Build Routh arrays by hand for polynomials of degree 2 through 5, deliberately generating both special cases (zero in first column, zero row) to practice those procedures. Find stability gain ranges by treating K symbolically and applying sign-change conditions.
You know from the characteristic equation that closed-loop stability requires all roots of the characteristic polynomial to lie in the left half of the s-plane. For a first-order polynomial s + a, stability just means a > 0. For a second-order polynomial s² + bs + c, it means b > 0 and c > 0. But for higher-order polynomials, "all coefficients positive" is necessary but not sufficient — a fifth-degree polynomial can have all positive coefficients and still have right-half-plane roots. The Routh-Hurwitz criterion provides a complete, systematic answer for any degree polynomial without factoring.
The algorithm starts from the characteristic polynomial a_n s^n + a_{n-1} s^{n-1} + ... + a_1 s + a_0. The Routh array is a triangular table built from these coefficients. The first two rows are filled directly from alternating coefficients: row 1 gets a_n, a_{n-2}, a_{n-4}, ...; row 2 gets a_{n-1}, a_{n-3}, a_{n-5}, .... Each subsequent row is computed from the two rows above it using a 2×2 determinant divided by the leading element of the previous row. Specifically, for rows with elements [p, q, r, ...] and [u, v, w, ...], the next row starts with (pu − qv_correction)... — the standard formula you compute mechanically. The table terminates after n+1 rows, each with one fewer nonzero element.
The stability verdict comes from counting sign changes in the first column of the completed array. The number of sign changes equals the number of roots with positive real part (right-half-plane roots). For stability, you need zero sign changes — every entry in the first column must be positive (or all negative, by convention). This is the payoff: you never compute a single root, yet you know exactly how many are unstable. For a design problem with a free gain parameter K, the characteristic polynomial has K as a symbol in some entries. Setting the conditions "all first-column entries > 0" gives you a system of inequalities that defines the stability range for K — a closed-form answer without numerical root-finding.
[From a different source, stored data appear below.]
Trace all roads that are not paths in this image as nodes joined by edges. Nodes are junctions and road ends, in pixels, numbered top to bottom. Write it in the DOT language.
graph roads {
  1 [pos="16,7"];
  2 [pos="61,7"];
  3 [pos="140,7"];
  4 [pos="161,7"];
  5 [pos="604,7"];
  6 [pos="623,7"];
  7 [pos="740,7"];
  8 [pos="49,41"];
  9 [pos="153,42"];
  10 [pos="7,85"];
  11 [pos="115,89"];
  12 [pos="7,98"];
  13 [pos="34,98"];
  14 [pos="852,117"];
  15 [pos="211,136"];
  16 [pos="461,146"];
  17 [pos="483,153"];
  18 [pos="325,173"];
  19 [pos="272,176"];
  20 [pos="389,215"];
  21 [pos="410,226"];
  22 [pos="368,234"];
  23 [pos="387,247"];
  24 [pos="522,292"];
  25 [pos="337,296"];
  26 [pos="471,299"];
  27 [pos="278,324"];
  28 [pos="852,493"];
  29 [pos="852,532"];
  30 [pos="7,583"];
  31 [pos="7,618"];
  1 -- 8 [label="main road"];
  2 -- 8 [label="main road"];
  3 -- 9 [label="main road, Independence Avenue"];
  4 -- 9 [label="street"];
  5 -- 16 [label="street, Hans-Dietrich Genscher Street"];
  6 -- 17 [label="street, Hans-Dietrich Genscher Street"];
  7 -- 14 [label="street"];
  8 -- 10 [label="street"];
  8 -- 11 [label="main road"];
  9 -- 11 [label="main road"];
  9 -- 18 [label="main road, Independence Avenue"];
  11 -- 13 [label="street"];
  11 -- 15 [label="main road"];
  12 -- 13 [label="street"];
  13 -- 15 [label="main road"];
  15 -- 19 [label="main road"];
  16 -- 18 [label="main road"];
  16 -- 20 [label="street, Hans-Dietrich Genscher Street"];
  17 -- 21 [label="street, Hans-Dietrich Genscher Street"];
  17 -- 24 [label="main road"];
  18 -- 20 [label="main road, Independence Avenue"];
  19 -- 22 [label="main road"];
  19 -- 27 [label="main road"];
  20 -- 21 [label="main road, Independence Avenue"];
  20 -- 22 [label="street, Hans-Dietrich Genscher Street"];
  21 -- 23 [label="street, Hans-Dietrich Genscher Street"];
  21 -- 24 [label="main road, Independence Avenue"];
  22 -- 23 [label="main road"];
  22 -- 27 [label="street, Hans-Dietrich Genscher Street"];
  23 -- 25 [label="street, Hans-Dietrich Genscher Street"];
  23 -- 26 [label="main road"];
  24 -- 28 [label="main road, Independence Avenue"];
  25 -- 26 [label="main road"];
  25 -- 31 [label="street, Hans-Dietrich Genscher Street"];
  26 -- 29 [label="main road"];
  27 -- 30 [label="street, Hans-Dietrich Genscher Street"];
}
The two special cases arise frequently. If a zero appears in the first column (but the row is not all zeros), the standard fix is to substitute a small positive number ε, complete the array symbolically, and take the limit as ε → 0. If a complete row of zeros appears, it means the characteristic polynomial has a symmetric factor — roots that are symmetric about the origin (real roots of equal magnitude opposite sign, or complex conjugate pairs on the imaginary axis). You recover the missing row by differentiating the auxiliary polynomial formed from the row immediately above the zero row, then inserting that derivative's coefficients and continuing. The auxiliary polynomial's roots (which you can factor out and find exactly) reveal whether there are imaginary-axis roots (marginally stable) or canceling pairs of left/right half-plane roots. In practice, an all-zero row during a gain-sweep problem often means you've hit the exact gain value at which the closed-loop poles touch the imaginary axis — the stability margin.